Tuesday, October 26, 2010
Today the weather turned cold and the rain never let up. The wind whipped the rain into the windows and the “tap tap” of droplets on the roofing echoed through the apartment. When I peered out the window, down onto the street, there were no bright umbrellas bobbing down the narrow ally. All I could see was the stream of glistening water running down the gutter. Everyone was staying inside. So, I pulled out my umbrella and headed out the door. Walking in the rain has never bothered me, and with the crowds off the streets, the tiny roads were open for me to stroll around.
I am living in Northwest Taipei County, on the tropical island of Taiwan. The apartment is close to the mountains, meaning lots of rain when the clouds hit the barrier and release all of their moisture. It is about 30 minutes into Taipei City by train, and from the station I can switch to the subway or a local bus.
But my walk today took me only around my neighborhood. Out the door I took a left onto a narrow, partially covered street that houses the morning market. Each day the street is full of stalls bulging with fresh produce. Amongst the stalls are small food carts that serve steaming bowls of fish ball soup or cups of soy custard with tapioca and red beans. This afternoon the street was nearly empty with all the metal doors pulled down to close the shops. I walked under the awnings to prevent walking in the downpour off the roof. Past the market area the street narrowed even more and I emerged into the courtyard of the neighborhood temple. The red and gold paper lanterns across the road blew in the wind and the chimes sang a melancholy song. Past the temple the little street intersected a main road and I had a feeling I should turn left. There were still no pedestrians on the sidewalk, but cars turned in and out of side streets and motor scooters sped by, forcing me to step back to avoid being splashed. My instinct to turn left onto this main road turned out to be correct, and I ended up at the train station, just a block from the apartment.
Because I speak so little Chinese, my ability to do simple, everyday things like order food is very limited. Because I have yet to learn food vocabulary, I chose to buy my lunch in a 7-11 convenience store, thereby avoiding the need to order off of a menu. I browsed through the prepared foods section and selected a nice pack of dumplings. To drink, I chose a box of soymilk. When the young man behind the counter asked me something, I knew that I should nod my head and say “I want” because he was asking me if I wanted my dumplings heated up. Head nod and mumble, “I want” in the wrong tone. I have never been so intimidated by a language.

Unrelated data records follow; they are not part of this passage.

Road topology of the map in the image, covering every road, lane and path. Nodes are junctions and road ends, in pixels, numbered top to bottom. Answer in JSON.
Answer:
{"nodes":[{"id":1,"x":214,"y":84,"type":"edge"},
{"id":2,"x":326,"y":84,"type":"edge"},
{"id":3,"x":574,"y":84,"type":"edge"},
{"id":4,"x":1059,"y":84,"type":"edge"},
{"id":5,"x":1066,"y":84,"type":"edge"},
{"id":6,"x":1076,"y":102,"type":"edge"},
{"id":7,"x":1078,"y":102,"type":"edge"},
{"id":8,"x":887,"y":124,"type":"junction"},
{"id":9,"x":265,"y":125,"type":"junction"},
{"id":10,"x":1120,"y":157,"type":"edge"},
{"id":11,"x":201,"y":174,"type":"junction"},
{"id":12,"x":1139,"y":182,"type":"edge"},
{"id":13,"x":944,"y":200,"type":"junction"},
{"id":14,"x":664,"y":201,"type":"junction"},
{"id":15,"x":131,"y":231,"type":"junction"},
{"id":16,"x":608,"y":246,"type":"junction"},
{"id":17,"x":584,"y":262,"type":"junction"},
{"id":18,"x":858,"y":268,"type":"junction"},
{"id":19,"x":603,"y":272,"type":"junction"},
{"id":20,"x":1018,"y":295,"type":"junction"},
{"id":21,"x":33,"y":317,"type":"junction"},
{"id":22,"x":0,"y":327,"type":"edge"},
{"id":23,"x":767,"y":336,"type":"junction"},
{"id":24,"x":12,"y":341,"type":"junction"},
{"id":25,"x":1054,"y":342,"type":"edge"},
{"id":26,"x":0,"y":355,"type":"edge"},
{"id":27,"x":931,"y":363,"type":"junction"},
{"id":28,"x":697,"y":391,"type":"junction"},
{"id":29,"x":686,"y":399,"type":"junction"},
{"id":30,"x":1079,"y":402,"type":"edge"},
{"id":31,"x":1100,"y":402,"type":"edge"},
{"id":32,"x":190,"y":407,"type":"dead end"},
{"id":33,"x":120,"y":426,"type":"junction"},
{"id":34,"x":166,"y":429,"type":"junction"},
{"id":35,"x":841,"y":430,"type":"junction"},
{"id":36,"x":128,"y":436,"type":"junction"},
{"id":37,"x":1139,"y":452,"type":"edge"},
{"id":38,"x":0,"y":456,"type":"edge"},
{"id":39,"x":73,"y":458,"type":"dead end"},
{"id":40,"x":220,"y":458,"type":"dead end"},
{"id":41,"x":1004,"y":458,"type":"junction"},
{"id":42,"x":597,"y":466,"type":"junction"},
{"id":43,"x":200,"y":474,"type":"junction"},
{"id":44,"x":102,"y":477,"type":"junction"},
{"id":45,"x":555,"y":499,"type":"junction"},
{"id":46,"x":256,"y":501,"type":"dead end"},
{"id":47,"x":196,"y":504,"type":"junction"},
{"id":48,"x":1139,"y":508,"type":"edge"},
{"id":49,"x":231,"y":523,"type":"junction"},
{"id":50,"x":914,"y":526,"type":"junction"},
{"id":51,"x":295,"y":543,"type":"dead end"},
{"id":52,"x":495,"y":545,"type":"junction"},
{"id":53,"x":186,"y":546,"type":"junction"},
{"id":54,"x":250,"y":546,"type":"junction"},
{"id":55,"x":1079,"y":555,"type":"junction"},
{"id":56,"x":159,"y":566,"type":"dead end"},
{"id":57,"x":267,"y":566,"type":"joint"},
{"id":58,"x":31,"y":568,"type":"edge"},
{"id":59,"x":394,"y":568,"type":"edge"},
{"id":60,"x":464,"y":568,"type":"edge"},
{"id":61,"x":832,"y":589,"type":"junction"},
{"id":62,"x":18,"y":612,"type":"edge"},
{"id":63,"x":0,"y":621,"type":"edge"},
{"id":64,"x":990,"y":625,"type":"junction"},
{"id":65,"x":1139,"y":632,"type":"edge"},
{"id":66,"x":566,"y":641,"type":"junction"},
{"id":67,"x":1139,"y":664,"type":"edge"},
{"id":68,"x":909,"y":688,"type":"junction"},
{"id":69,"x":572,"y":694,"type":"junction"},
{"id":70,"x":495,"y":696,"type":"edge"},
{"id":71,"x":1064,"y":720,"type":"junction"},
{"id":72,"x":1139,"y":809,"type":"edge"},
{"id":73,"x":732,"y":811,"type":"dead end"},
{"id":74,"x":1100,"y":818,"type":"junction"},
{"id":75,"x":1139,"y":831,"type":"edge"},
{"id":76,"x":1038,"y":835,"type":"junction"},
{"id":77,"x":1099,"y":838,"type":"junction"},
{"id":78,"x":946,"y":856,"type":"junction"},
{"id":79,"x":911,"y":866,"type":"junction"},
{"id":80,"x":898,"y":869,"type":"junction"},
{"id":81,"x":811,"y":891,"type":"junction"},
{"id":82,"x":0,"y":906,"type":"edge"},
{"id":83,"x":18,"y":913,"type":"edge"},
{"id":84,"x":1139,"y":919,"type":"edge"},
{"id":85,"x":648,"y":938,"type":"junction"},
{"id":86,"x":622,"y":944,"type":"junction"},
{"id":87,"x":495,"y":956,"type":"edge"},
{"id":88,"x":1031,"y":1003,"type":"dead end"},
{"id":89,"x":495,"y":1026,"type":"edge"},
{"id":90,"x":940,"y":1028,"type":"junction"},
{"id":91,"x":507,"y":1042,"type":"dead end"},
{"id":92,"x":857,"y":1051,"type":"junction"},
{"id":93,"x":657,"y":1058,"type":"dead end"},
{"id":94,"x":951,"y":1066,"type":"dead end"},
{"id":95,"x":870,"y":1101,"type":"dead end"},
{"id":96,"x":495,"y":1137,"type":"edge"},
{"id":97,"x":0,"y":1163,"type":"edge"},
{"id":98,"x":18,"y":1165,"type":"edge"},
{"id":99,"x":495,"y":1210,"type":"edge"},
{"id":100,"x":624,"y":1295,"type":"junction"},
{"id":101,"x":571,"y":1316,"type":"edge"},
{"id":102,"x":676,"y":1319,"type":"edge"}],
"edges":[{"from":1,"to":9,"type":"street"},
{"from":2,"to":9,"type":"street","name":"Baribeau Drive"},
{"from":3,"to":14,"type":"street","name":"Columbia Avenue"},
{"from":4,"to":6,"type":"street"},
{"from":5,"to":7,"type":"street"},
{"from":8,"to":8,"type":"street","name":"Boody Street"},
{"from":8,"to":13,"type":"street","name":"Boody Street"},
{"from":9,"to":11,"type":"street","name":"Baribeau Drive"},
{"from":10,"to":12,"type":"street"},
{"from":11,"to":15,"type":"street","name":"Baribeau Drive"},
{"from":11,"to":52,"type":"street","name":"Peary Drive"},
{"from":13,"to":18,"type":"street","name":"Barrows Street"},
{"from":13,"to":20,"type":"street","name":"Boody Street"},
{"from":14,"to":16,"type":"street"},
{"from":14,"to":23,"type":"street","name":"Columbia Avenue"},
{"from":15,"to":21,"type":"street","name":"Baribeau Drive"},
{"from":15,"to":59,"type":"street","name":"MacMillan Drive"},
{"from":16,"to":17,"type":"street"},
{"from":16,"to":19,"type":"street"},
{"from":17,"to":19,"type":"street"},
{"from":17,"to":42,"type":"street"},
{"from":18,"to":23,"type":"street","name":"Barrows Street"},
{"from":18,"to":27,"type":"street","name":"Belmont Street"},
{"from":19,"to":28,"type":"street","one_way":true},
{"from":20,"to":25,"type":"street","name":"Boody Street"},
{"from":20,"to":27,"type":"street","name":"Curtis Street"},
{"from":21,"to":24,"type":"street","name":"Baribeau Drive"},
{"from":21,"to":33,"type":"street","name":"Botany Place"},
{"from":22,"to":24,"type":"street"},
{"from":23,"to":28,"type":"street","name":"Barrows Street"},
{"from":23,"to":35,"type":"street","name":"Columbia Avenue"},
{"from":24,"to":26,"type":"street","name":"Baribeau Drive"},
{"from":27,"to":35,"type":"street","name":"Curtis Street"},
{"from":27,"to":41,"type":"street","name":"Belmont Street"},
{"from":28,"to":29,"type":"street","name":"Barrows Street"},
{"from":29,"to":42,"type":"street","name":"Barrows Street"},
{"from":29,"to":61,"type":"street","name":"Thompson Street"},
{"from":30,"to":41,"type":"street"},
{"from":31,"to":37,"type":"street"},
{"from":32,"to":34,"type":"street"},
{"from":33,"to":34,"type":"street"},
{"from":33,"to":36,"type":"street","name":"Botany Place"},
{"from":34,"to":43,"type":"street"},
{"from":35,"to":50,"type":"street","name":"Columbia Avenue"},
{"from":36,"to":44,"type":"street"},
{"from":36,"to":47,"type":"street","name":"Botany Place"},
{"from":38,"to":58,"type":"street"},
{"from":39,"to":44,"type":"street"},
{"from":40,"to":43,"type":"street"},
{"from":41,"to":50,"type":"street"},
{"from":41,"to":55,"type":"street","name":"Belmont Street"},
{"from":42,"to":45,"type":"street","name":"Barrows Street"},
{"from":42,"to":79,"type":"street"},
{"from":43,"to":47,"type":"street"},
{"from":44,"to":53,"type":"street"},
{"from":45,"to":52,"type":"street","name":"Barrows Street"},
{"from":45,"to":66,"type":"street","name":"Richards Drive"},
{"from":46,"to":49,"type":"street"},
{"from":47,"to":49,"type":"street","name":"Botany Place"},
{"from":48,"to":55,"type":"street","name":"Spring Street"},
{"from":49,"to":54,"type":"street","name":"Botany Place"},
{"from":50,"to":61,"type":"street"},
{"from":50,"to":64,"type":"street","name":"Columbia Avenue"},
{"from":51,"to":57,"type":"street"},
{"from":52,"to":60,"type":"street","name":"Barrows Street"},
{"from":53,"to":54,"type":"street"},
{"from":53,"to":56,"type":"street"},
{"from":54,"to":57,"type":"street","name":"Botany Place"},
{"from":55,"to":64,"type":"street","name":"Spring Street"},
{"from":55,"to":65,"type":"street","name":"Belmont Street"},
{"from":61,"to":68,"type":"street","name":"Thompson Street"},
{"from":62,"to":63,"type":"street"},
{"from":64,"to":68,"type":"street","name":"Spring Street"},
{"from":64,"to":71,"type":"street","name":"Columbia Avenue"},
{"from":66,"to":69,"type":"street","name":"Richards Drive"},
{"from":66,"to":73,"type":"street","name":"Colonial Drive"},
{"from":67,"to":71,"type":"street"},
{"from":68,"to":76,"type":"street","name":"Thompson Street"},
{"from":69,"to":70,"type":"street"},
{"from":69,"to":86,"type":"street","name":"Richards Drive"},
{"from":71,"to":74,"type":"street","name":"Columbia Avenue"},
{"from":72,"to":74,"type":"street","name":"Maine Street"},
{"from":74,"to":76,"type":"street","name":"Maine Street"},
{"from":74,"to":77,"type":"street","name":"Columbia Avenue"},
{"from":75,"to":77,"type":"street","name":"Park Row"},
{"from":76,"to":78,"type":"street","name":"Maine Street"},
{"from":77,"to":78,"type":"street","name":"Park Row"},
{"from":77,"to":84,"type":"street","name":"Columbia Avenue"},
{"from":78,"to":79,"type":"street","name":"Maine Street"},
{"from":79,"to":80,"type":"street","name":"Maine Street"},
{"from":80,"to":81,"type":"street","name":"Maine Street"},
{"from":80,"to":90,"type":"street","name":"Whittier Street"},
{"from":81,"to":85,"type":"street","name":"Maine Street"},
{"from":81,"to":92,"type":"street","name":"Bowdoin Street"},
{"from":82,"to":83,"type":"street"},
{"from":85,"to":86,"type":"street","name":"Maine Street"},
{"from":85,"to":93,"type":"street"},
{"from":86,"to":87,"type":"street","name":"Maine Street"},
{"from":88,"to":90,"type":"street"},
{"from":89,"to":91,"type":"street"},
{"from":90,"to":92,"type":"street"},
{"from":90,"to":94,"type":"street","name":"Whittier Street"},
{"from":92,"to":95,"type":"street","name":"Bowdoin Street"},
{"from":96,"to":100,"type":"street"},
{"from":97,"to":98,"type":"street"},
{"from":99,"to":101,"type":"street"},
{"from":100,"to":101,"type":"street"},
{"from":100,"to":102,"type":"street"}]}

Chinese just reeks of obscurity and complexity that is beyond my intellectual understanding. I know that if I sat myself down with my Chinese textbook and started tackling it word by word, I would slowly begin to feel more confident about living in Taiwan. But, for now, I will get by on the occasional grunt, nod and look of complete and utter confusion to get me by. I stashed my dumplings in my shoulder bag and the shop girl said something to me that I took to mean, “the container is hot.” Again, I nodded my head and this time flashed her a quick smile and ran away in case she had asked, “Do you want a bag?”
My dumplings were cold by the time I had sloshed home through the rain, but I managed to successfully work all 4 keys to make my way into the apartment. Overall, I considered my outing a success. I had avoided as much unwanted attention as I could get by going out when few people were on the street, and I even settled my growling stomach with some warm(ish) food. I hope that in the next few months I can graduate from prepared convenience store food to fresh homemade cuisine, but first I need the vocabulary to get me there, and that will take hitting the books in the most diligent way.